> EXERCISE DESCRIPTION:
Each line of the data below holding the word "items" must be copied.

> EXCERPTED RECORDS:

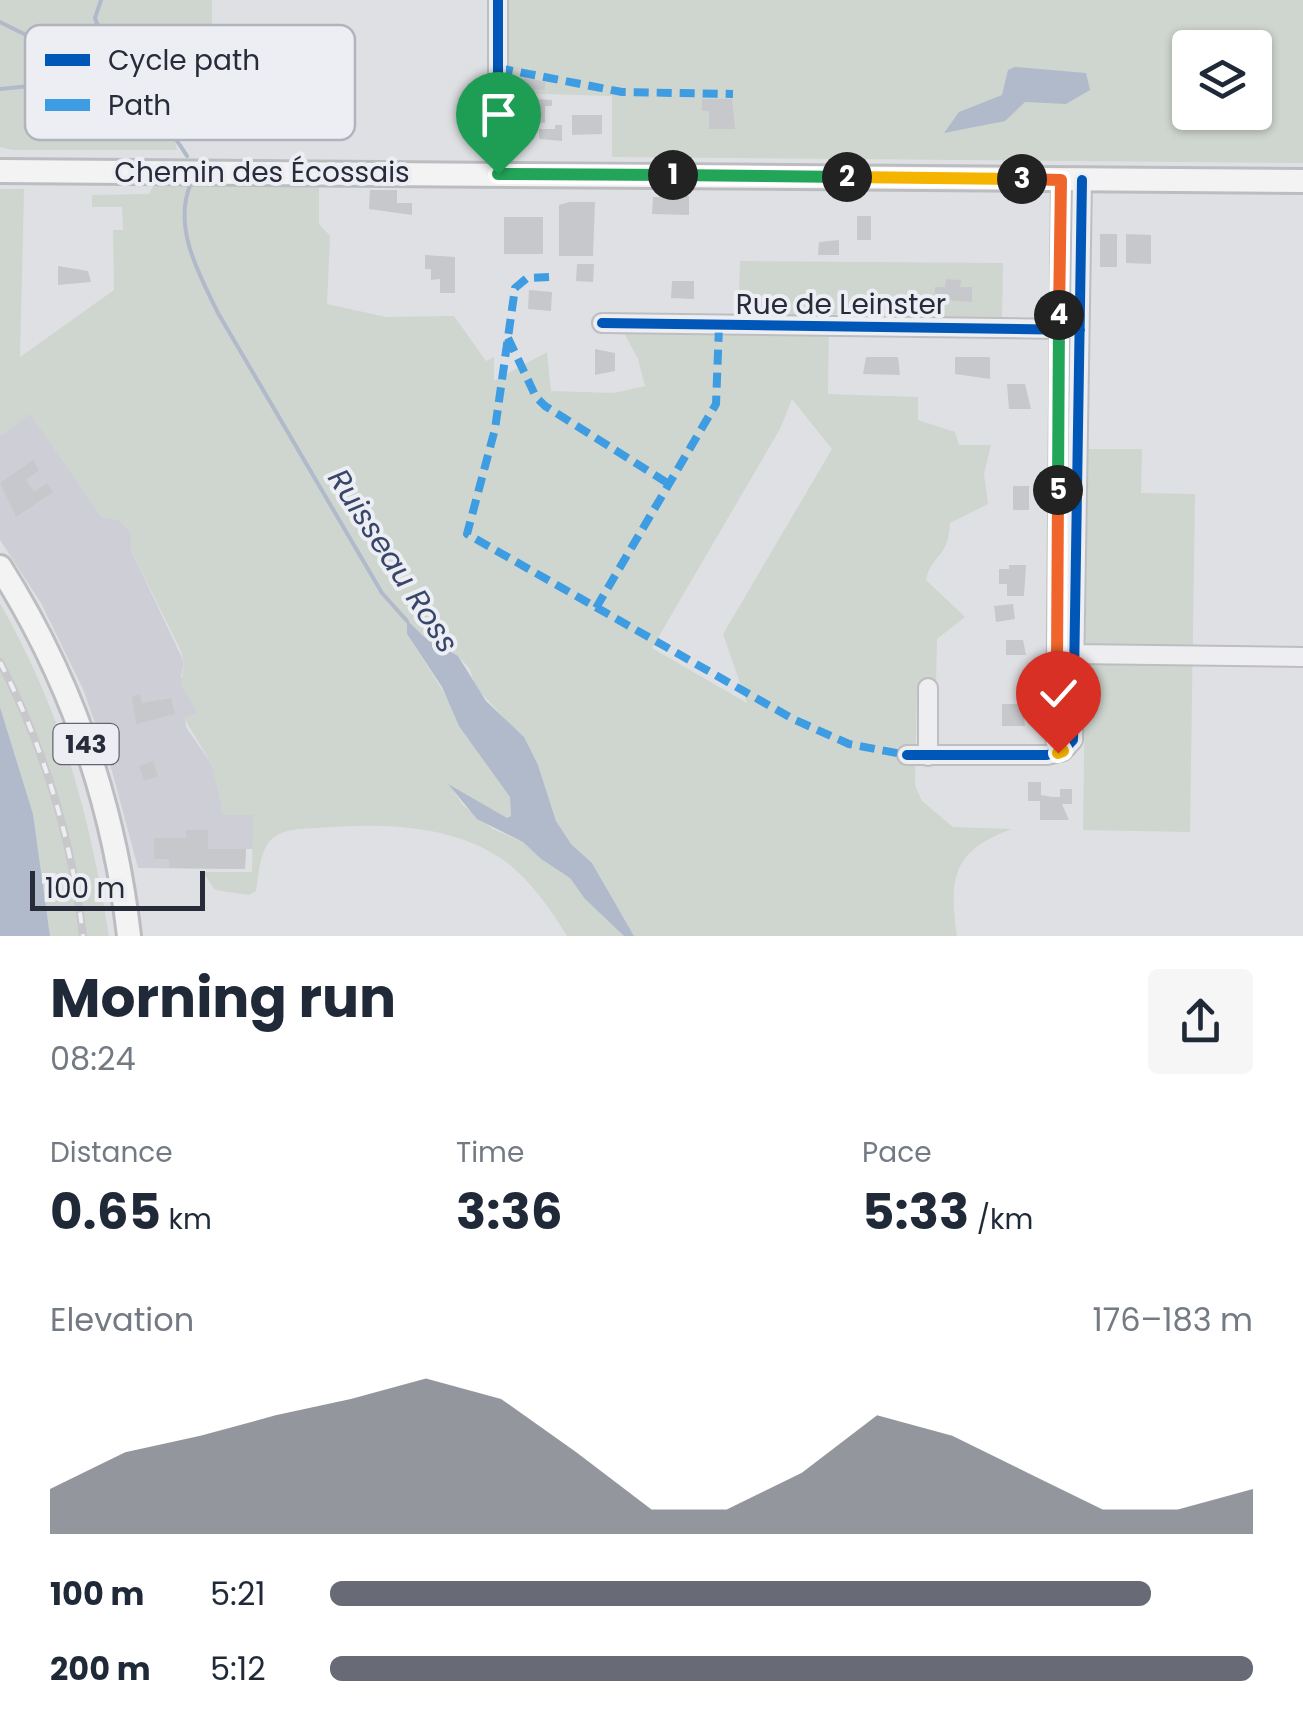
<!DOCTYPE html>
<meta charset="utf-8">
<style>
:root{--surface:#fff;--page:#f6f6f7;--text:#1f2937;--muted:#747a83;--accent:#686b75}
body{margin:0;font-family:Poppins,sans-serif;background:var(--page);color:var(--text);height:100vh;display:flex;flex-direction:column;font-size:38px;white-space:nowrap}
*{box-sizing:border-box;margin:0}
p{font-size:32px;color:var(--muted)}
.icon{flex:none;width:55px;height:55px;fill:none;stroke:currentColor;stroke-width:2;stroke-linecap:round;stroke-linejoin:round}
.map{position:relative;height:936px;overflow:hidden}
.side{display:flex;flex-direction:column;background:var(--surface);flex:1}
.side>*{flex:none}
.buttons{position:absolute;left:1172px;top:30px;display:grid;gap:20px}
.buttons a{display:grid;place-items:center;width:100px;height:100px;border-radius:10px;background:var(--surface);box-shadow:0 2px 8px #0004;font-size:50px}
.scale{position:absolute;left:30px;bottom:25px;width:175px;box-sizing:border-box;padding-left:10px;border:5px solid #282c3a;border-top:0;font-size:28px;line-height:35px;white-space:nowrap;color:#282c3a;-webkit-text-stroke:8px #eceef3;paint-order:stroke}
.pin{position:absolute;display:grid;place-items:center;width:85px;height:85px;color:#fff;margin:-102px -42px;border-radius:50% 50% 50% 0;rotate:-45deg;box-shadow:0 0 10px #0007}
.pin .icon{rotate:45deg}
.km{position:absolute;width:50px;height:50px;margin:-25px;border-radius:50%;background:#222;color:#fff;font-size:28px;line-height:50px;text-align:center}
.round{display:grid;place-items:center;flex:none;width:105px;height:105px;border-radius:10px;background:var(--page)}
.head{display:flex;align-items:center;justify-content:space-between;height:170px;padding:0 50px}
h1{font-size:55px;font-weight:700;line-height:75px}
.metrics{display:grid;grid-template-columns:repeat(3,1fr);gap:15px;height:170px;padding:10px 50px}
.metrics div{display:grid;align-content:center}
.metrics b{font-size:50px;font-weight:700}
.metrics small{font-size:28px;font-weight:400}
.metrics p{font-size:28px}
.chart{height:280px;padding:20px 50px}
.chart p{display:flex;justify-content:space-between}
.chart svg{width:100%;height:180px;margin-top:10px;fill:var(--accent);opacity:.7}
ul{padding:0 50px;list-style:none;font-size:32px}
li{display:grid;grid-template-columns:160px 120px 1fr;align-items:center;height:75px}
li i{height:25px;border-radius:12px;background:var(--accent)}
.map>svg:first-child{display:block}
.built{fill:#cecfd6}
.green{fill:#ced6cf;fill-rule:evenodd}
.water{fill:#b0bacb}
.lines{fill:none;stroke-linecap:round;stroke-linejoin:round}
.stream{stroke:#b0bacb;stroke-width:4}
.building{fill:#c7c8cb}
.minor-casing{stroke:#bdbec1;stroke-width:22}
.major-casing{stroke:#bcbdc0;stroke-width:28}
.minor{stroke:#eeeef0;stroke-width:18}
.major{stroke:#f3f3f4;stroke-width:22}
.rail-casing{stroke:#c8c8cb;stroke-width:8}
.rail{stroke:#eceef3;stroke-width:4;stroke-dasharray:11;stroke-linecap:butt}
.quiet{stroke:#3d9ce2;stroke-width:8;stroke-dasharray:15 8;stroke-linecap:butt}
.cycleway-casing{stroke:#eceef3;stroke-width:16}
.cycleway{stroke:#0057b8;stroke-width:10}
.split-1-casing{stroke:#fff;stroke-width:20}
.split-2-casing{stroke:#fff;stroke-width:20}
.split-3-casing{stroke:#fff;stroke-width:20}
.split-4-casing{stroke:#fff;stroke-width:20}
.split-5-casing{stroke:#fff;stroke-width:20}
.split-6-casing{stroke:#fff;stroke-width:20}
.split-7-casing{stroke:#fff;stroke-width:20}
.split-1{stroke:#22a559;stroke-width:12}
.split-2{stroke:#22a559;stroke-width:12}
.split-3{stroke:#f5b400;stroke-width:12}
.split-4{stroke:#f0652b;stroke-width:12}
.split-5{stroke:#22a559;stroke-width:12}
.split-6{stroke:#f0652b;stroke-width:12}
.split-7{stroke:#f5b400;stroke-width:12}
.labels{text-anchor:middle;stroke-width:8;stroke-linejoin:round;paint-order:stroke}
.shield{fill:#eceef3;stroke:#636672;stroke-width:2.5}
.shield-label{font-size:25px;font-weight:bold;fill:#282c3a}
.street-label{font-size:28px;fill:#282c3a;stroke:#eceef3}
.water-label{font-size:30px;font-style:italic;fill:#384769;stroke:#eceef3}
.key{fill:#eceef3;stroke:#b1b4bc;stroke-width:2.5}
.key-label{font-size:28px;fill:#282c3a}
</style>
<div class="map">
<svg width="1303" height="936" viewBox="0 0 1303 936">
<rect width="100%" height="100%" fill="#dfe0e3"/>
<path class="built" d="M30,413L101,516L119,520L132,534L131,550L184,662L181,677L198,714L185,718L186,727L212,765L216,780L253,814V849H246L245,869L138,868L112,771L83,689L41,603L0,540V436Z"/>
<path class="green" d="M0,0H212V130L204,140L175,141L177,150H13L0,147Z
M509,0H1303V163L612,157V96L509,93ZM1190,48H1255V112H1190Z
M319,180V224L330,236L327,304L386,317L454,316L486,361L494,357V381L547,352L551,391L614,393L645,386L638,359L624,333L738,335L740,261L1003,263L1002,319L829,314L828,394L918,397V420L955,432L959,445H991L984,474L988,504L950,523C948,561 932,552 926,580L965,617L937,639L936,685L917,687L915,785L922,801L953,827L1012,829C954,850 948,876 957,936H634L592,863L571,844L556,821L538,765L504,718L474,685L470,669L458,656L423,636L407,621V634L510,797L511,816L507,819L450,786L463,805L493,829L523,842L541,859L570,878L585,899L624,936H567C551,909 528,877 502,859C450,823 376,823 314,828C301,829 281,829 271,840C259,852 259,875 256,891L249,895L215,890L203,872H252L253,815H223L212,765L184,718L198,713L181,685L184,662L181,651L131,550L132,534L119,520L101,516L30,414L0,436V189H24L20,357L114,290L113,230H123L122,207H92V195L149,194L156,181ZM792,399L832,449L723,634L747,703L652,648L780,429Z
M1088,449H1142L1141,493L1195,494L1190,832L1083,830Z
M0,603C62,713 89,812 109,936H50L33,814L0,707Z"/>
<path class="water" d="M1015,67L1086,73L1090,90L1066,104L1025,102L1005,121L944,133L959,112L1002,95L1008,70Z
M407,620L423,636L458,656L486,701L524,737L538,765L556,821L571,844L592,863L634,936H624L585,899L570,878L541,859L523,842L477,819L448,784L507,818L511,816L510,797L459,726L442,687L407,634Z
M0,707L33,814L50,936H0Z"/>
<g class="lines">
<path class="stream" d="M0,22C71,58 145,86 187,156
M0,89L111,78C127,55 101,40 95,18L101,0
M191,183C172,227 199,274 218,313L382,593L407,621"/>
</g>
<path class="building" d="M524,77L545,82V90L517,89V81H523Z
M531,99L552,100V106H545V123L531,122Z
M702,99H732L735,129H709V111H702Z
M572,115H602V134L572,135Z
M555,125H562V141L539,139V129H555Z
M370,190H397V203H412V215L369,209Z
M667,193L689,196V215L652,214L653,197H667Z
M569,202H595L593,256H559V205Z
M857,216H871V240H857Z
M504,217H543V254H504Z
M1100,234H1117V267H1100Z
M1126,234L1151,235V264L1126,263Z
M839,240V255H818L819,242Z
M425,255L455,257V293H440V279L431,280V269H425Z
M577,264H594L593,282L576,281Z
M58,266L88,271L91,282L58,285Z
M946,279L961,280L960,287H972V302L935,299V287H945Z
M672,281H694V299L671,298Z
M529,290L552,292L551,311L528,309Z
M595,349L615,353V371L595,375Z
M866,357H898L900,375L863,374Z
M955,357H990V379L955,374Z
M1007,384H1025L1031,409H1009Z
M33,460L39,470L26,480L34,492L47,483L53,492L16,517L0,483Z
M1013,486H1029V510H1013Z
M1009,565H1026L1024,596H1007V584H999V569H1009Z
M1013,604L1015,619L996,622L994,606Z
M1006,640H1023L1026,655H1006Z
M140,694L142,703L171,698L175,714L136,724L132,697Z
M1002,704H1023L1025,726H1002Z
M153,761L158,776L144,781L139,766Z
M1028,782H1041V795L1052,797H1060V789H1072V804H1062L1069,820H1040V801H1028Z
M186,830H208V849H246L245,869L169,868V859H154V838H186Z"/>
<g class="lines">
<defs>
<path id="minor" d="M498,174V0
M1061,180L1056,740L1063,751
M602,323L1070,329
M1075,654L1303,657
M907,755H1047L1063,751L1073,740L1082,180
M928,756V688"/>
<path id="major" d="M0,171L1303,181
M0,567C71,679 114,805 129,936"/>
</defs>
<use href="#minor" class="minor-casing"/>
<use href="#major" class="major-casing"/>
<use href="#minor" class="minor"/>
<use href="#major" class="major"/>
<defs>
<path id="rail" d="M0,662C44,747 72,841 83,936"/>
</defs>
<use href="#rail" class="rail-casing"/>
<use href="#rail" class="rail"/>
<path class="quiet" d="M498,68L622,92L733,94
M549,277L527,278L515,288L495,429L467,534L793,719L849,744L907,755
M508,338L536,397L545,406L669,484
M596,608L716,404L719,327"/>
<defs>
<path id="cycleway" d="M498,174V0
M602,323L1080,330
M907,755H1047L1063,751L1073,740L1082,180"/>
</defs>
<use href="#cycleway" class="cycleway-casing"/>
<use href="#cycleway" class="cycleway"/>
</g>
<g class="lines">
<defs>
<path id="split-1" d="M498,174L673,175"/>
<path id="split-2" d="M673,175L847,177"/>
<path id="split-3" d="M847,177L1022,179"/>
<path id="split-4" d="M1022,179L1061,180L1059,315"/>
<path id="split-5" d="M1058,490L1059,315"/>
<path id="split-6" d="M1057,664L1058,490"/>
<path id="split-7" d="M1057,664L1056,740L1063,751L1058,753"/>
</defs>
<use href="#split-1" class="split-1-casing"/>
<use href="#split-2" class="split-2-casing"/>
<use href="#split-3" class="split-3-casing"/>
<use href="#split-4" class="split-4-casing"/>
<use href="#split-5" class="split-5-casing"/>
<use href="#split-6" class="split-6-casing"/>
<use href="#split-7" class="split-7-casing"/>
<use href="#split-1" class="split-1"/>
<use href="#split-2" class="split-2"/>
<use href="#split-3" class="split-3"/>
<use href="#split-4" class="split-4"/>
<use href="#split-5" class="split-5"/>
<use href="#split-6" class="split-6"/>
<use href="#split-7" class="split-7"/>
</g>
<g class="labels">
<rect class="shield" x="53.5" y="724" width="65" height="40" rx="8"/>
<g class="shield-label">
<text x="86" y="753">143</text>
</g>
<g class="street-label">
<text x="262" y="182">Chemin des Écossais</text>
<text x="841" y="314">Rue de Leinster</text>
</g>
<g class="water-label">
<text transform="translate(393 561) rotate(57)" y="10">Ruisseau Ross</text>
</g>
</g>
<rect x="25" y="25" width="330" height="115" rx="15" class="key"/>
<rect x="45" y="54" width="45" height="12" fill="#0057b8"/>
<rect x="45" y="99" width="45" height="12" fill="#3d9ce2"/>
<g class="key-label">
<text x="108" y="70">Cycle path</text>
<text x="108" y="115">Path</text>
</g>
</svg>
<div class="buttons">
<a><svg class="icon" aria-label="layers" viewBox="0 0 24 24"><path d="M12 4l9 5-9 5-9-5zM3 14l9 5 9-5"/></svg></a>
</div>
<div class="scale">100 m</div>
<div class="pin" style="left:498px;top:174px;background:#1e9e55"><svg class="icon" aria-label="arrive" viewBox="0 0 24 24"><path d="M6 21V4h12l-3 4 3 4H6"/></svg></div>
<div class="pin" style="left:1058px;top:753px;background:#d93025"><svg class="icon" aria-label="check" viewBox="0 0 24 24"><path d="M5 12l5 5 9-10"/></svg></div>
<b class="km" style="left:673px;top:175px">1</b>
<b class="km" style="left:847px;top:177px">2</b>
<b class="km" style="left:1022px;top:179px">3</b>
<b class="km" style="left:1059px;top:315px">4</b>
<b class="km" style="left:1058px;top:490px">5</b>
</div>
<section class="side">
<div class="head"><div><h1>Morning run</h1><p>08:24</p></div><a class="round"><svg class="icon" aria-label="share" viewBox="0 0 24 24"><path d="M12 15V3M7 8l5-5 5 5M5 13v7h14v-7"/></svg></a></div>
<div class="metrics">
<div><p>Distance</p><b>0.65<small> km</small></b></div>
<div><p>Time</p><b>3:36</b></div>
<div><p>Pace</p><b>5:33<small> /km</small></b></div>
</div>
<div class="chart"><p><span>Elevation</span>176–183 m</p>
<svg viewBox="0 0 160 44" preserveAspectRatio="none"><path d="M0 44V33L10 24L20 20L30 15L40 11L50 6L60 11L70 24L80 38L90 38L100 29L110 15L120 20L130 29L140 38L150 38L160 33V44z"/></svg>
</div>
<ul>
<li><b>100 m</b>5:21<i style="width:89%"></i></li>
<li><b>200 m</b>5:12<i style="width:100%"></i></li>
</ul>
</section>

> TASK OUTPUT:
.buttons a{display:grid;place-items:center;width:100px;height:100px;border-radius:10px;background:var(--surface);box-shadow:0 2px 8px #0004;font-size:50px}
.pin{position:absolute;display:grid;place-items:center;width:85px;height:85px;color:#fff;margin:-102px -42px;border-radius:50% 50% 50% 0;rotate:-45deg;box-shadow:0 0 10px #0007}
.round{display:grid;place-items:center;flex:none;width:105px;height:105px;border-radius:10px;background:var(--page)}
.head{display:flex;align-items:center;justify-content:space-between;height:170px;padding:0 50px}
li{display:grid;grid-template-columns:160px 120px 1fr;align-items:center;height:75px}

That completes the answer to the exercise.